The assignment to call_num within the logic there concerns me.  I'd
break that out.

The 5 value is not explicitly mentioned elsewhere.  Contextually this
appears to be evaluating the ratio of branches versus instructions
within the loop.  Could use some clarity.  

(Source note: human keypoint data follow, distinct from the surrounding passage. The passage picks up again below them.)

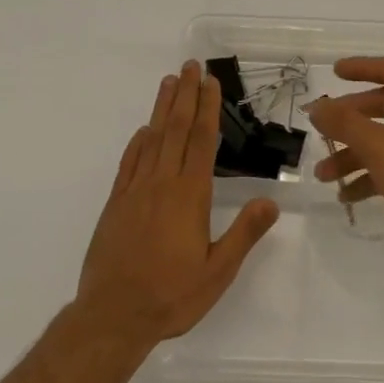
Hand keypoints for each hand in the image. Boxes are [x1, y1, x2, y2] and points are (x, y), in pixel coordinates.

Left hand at [75, 61, 278, 348]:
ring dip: (162, 109)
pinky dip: (137, 142)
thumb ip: (244, 234)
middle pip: (176, 129)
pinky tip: (143, 131)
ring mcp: (135, 191)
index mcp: (189, 195)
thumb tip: (271, 201)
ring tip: (168, 82)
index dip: (207, 108)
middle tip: (190, 65)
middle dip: (185, 95)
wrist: (112, 316)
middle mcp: (162, 183)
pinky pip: (129, 163)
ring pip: (151, 139)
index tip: (210, 82)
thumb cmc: (171, 295)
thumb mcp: (217, 271)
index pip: (202, 141)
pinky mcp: (116, 204)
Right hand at [307, 57, 383, 280]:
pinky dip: (369, 177)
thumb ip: (345, 124)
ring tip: (323, 175)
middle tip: (321, 130)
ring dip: (353, 155)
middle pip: (383, 108)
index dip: (361, 67)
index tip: (334, 72)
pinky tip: (346, 196)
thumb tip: (317, 106)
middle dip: (349, 120)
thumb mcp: (380, 146)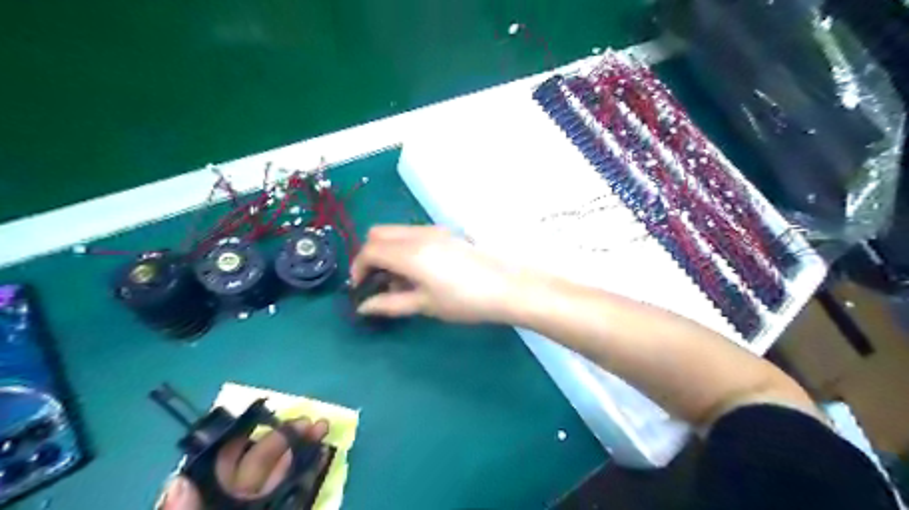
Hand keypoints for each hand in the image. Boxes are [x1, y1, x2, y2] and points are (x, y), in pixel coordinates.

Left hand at [157, 419, 330, 509]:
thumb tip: (178, 481)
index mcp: (211, 503)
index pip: (223, 469)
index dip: (245, 442)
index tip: (269, 421)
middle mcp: (236, 505)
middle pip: (259, 466)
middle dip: (284, 439)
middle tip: (310, 421)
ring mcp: (264, 509)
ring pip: (282, 476)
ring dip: (302, 450)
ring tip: (322, 428)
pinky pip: (298, 495)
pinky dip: (312, 473)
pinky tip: (324, 456)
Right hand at [348, 223, 520, 319]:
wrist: (506, 288)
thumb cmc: (464, 301)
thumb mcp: (424, 305)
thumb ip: (390, 304)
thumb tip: (363, 306)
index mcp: (409, 252)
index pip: (369, 250)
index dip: (358, 268)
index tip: (361, 288)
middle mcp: (418, 234)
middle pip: (378, 233)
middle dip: (370, 255)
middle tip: (377, 281)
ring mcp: (434, 230)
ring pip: (396, 231)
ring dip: (388, 250)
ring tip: (399, 280)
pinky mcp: (446, 233)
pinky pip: (413, 234)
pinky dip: (404, 247)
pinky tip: (418, 271)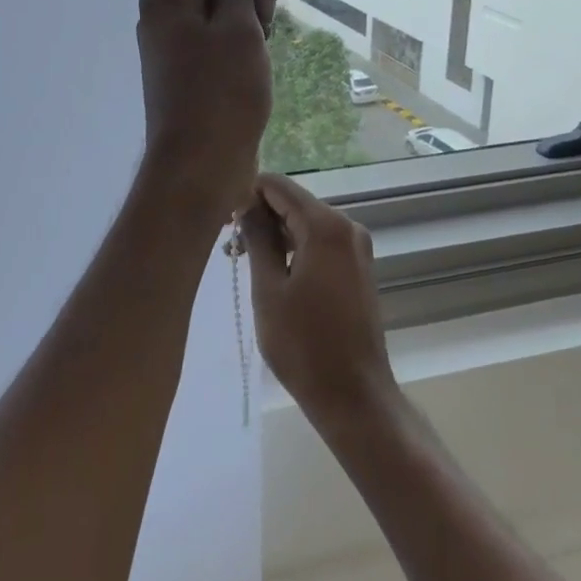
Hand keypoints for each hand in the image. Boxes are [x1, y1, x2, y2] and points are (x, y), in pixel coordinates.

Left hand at [137, 0, 292, 212]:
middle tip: (261, 22)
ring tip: (259, 46)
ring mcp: (178, 36)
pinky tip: (255, 58)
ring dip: (251, 11)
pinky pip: (221, 28)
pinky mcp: (192, 61)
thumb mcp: (238, 26)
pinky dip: (243, 34)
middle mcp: (167, 7)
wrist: (201, 166)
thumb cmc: (222, 94)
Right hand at [241, 173, 396, 423]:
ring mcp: (356, 246)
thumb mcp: (268, 289)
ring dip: (274, 235)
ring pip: (305, 223)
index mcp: (326, 225)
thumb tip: (244, 203)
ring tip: (242, 262)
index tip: (222, 218)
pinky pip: (319, 242)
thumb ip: (257, 239)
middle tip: (228, 246)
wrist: (353, 395)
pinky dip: (294, 249)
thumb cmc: (304, 345)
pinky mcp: (358, 267)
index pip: (278, 186)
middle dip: (259, 216)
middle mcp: (347, 225)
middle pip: (293, 203)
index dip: (247, 193)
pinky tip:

>  /* Implement targetm.loop_unroll_adjust.  */
> 
>  static unsigned
>  rs6000_loop_unroll_adjust (unsigned nunroll, struct loop *loop)
>  {
> -   if (unroll_only_small_loops)
> +  if (unroll_only_small_loops)

indentation fix looks ok.

>      {
> -      /* TODO: This is hardcoded to 10 right now.  It can be refined, for
> -	 example we may want to unroll very small loops more times (4 perhaps).
> -	 We also should use a PARAM for this.  */

Still hardcoded values, and may still wish to eventually have this as a
tunable param.   Probably OK to drop the 2nd sentence, but first and
last sentences should probably stay.


> +      if (loop->ninsns <= 6)
> +	return MIN (4, nunroll);
>        if (loop->ninsns <= 10)
>  	return MIN (2, nunroll);
> -      else
> -	return 0;
> +
> +      return 0;
>      }


ok

> 
> +  if (rs6000_complex_loop_p (loop))
> +    return 0;
> +
>    return nunroll;
>  }
> 

ok

Segher Boessenkool July 8, 2020, 12:33 a.m. UTC | #2

Hi!

On Mon, Jul 06, 2020 at 03:13:13PM +0800, guojiufu wrote:
> For very small loops (< 6 insns), it would be fine to unroll 4
> times to use cache line better.  Like below loops:
>  `while (i) a[--i] = NULL;   while (p < e)  *d++ = *p++;`

Yes, definitely.

> And for very complex loops which may cause negative impacts:
> branch-miss or cache-miss. Like below loop: there are calls,
> early exits and branches in loop.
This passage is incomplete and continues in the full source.